[[ INPUT DATA, beginning ]]
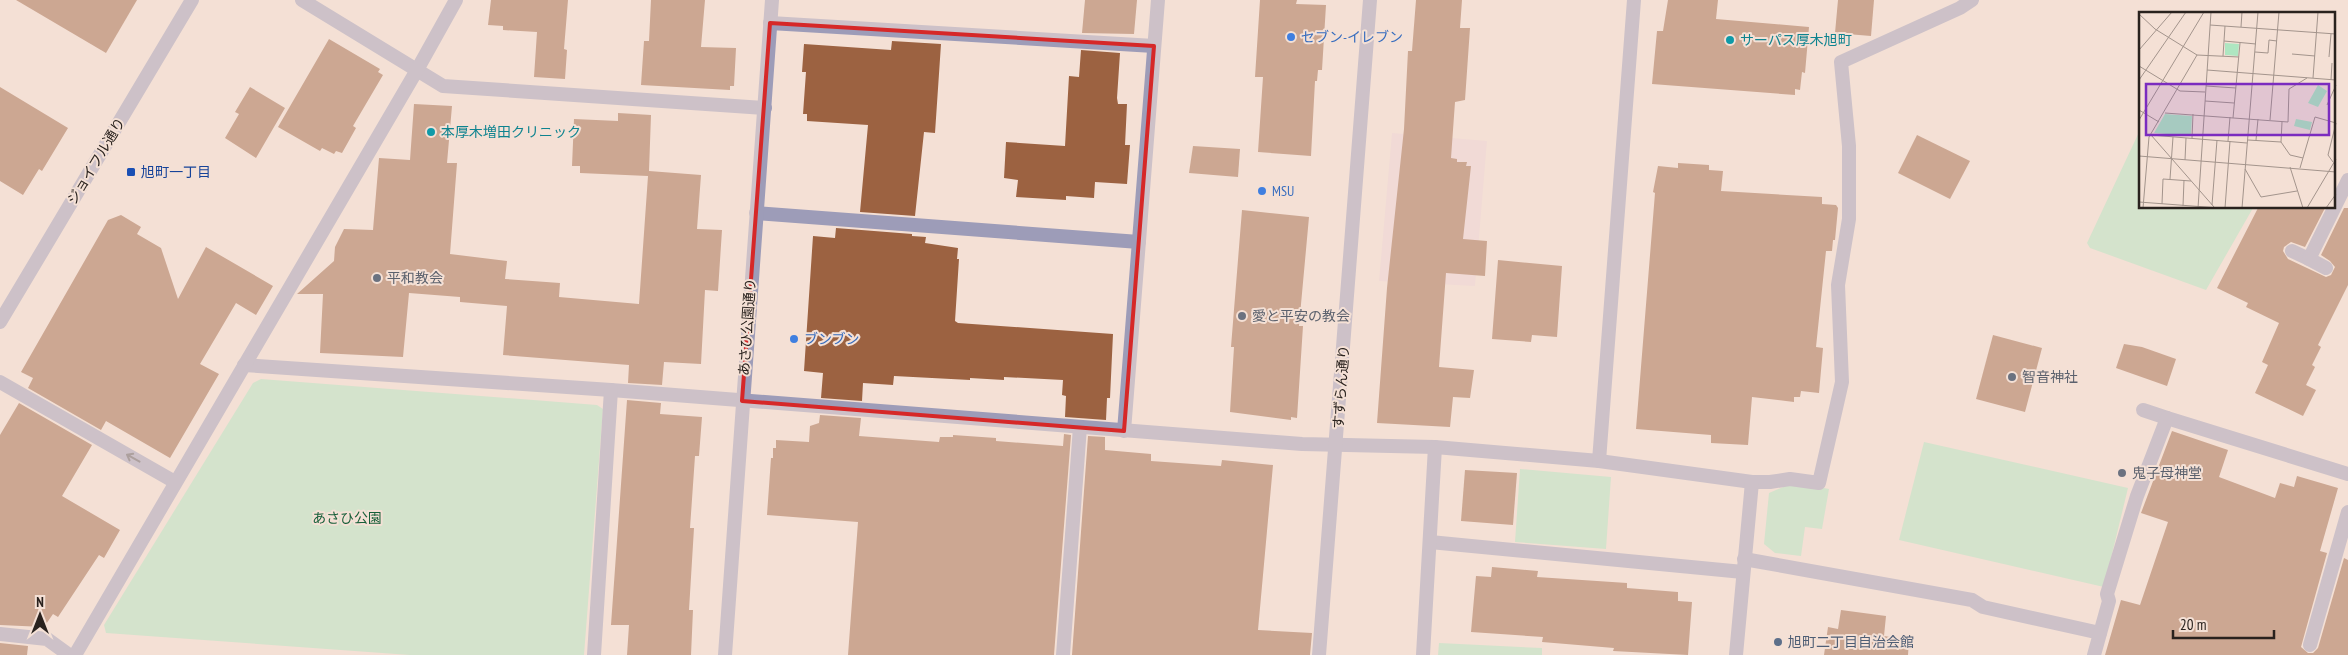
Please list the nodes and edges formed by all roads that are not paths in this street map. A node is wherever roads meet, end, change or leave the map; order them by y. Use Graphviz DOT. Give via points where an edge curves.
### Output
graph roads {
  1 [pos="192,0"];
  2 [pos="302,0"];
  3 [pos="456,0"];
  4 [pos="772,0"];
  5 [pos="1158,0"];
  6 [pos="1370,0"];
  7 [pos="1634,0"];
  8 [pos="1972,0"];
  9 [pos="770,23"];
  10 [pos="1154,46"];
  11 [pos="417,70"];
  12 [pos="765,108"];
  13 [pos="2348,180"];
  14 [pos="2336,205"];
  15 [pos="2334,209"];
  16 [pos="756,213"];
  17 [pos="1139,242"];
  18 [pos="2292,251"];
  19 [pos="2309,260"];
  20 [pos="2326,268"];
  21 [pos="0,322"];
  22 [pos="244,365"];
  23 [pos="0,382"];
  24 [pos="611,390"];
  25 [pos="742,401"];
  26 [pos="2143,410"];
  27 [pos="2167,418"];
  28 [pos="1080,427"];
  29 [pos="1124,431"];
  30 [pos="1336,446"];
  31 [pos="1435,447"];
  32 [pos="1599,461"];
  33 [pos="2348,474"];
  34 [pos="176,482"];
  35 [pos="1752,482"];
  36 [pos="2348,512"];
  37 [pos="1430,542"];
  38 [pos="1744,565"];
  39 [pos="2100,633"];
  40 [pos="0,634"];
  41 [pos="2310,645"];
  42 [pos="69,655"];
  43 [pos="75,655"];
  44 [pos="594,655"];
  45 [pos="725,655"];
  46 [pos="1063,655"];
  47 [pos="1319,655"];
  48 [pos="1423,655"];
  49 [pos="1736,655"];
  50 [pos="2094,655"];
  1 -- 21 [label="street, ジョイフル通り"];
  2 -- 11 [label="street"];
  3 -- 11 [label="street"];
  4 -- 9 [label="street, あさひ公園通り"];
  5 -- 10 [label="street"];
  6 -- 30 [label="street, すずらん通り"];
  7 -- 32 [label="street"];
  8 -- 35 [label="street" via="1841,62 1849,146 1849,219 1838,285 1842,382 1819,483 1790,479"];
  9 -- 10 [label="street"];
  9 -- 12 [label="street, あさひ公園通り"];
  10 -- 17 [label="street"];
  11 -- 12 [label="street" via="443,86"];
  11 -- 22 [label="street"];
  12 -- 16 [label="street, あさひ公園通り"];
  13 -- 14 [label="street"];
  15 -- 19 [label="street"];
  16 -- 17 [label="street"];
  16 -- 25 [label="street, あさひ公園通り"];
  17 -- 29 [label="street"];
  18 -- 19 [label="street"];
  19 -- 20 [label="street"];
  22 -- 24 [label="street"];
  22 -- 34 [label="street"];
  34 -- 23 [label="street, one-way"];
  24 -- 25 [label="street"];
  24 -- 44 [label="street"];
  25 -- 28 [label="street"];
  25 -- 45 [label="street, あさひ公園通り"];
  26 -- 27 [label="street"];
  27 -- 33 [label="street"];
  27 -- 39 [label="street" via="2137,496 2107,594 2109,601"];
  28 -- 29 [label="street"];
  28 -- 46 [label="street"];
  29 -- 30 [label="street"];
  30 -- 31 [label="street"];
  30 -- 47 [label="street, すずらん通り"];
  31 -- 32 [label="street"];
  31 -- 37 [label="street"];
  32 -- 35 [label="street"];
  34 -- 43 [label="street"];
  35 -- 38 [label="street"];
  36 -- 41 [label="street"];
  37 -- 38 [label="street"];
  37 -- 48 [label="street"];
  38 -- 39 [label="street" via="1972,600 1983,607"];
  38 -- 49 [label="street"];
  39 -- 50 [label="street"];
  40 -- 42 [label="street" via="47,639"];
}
[[ INPUT DATA, end ]]
WORK TO COMPLETE: Could you please find every line of the listing above holding the string "あさひ公園通り" and copy it?

ANSWER SPACE:
  4 -- 9 [label="street, あさひ公園通り"];
  9 -- 12 [label="street, あさひ公園通り"];
  12 -- 16 [label="street, あさひ公園通り"];
  16 -- 25 [label="street, あさひ公園通り"];
  25 -- 45 [label="street, あさひ公園通り"];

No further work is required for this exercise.